Housing Market in the Times of Financial Instability 

Jamal Abi Faraj (Al Aanbaa)

This article intends to give an insight about the housing prices and the reason behind their declines which is expected to trigger a next big thing.

As it was noticed recently, housing prices have been declining in an accelerated manner for the last couple of months. In fact, this decline could be directly attributed to the cut off on backed up interest rates on housing loans that was imposed by the Central Bank of Lebanon. This has led to an increase in supply at a higher rate than the increase in the demand.
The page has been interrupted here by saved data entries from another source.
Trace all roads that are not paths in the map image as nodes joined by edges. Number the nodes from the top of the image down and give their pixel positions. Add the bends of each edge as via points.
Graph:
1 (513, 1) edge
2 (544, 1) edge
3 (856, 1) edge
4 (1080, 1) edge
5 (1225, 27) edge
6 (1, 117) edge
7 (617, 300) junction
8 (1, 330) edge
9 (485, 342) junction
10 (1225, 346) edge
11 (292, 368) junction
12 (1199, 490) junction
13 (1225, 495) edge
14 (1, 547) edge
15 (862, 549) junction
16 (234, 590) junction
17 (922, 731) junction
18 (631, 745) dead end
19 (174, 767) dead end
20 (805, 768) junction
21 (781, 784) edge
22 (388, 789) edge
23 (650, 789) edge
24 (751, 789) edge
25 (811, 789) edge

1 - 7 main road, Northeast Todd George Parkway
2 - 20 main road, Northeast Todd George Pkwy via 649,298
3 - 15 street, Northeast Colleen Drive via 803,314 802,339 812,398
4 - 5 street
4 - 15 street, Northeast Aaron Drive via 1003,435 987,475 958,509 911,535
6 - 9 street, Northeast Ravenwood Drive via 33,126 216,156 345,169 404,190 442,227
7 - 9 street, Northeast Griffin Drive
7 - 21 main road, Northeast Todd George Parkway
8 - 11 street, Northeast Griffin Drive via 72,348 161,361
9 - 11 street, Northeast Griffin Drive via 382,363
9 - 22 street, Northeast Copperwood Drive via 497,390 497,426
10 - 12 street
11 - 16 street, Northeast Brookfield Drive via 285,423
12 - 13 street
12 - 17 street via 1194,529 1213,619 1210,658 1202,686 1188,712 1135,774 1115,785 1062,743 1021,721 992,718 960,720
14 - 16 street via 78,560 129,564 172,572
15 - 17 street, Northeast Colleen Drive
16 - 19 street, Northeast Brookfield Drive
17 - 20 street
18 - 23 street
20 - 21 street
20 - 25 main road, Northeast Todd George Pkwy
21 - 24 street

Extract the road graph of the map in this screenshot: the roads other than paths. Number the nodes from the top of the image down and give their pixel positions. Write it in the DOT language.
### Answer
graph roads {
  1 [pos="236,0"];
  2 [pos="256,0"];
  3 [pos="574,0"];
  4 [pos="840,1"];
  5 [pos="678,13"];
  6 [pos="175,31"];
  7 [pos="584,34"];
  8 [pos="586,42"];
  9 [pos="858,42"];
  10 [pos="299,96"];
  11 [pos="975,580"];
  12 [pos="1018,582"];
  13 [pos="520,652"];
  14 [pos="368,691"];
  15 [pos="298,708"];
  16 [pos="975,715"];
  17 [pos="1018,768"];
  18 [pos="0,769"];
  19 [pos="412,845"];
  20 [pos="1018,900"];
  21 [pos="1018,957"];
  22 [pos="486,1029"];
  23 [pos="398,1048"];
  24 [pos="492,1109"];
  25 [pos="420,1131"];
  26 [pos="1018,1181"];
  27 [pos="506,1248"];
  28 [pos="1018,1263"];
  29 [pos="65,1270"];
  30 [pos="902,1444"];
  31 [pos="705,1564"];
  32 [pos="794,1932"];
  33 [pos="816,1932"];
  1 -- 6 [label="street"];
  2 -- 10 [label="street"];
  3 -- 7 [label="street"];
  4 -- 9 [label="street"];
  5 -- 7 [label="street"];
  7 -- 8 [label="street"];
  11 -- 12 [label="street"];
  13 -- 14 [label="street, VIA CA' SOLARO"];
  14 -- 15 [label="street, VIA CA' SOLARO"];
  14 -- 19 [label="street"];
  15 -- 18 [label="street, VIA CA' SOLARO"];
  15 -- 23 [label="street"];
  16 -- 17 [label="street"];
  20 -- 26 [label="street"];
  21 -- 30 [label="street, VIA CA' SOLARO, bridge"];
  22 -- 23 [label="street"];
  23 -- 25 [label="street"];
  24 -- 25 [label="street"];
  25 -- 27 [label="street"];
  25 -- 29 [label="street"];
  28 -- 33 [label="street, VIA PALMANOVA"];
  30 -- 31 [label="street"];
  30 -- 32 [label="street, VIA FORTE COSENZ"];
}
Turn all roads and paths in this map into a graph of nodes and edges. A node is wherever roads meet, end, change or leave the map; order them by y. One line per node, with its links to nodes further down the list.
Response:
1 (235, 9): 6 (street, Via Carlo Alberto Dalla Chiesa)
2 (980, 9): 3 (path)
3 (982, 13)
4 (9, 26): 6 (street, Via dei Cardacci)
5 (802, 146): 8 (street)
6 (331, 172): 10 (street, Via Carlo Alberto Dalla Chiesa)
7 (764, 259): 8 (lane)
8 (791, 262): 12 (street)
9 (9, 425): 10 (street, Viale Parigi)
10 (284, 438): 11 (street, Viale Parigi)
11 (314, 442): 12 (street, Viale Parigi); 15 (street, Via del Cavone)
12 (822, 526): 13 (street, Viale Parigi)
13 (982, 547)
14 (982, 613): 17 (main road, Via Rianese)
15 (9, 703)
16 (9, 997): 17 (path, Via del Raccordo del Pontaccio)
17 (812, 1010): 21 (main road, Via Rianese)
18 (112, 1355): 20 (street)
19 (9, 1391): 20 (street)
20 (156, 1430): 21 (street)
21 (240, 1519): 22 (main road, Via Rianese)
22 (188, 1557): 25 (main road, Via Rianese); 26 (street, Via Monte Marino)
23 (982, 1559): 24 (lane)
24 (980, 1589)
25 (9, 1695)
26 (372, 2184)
On the other hand, some real estate companies failed to meet their commitments which has led their way either to going bankrupt in some cases or to being in risky situations. As a result, the economy started facing a negative cycle whereby potential investors shifted from the real estate sector and current investors were affected by that leading them to liquidate their held investments. By doing so, the supply in the housing market increased. What validates this theory are the ads that are being posted either on television or social media aiming to increase the desire of people to invest in the real estate by highlighting the price increase that was accomplished in this sector from 20 years up until now. These companies are now working as advising firms for investment purposes! The only thing that we can take for granted is that the real estate companies are not saints to offer free investing ideas given that all they are doing is trying to ditch what can be ditched from their portfolio to liquidate their investments at prices higher than what can be done at a later stage.

Up until now we haven’t mentioned the consequences, if the default on housing loans happened in bulks like what happened in crisis of 2007, it will have a major effect on prices. Why are we putting this scenario? With the rotten economic conditions that we are living in such as, high unemployment rates, political corruption, moral corruption, administrative corruption, companies defaulting and high interest rates leading to curb new investments that create job opportunities, it is assertive with no doubts that higher unemployment rates will be induced which will eventually lead to people defaulting on their housing bills. The banking system is significantly exposed to the real estate sector according to a study done by the IMF and the World Bank, where more than 90% of all loans to the private sector is exposed either directly (through housing loans to end users, loans to developers, contractors, and to other real estate professionals) or indirectly (through all the other loans to corporates mostly collateralized by real estate). It is worth clarifying here that in case of default a bank must offer the collateral for sale which is in our case the house, again leading to an increase of supply in the housing market, these houses will be offered at a discounted value (lower price) than the market price for banks to liquidate them in the shortest period to limit their losses. Banks will be able to manage their liquidity until the acquired price of the house becomes below the remaining principal of the housing loan amount, with a huge share of housing loans in their portfolio the loss that is hitting the banking sector from real estate will decrease the ability of banks to preserve its financial soundness. This leads to a potential failure in the banking sector in case the lender of the last resort didn’t interfere (Central Bank). Here comes the next big question. To what extent is the ability of the central bank to back up troubled banks? Especially after the recent hit that cost the central bank some of its foreign currency reserves to curb the decline of Lebanese Pound (LBP) after the political crisis loomed in the last quarter of 2017.

Few readers tend to perceive the issue controversial especially when it comes to the confusion induced when they hear about foreign investors approaching our country to invest considerable amounts in different sectors. But, if these investors are following Warren Buffet’s mentality, ”best times to make huge amounts of money are in the middle of financial crisis, by knowing when to buy and when to sell”, the only question to be asked. Are we in the middle of a financial crisis that we haven’t yet felt its burning heat?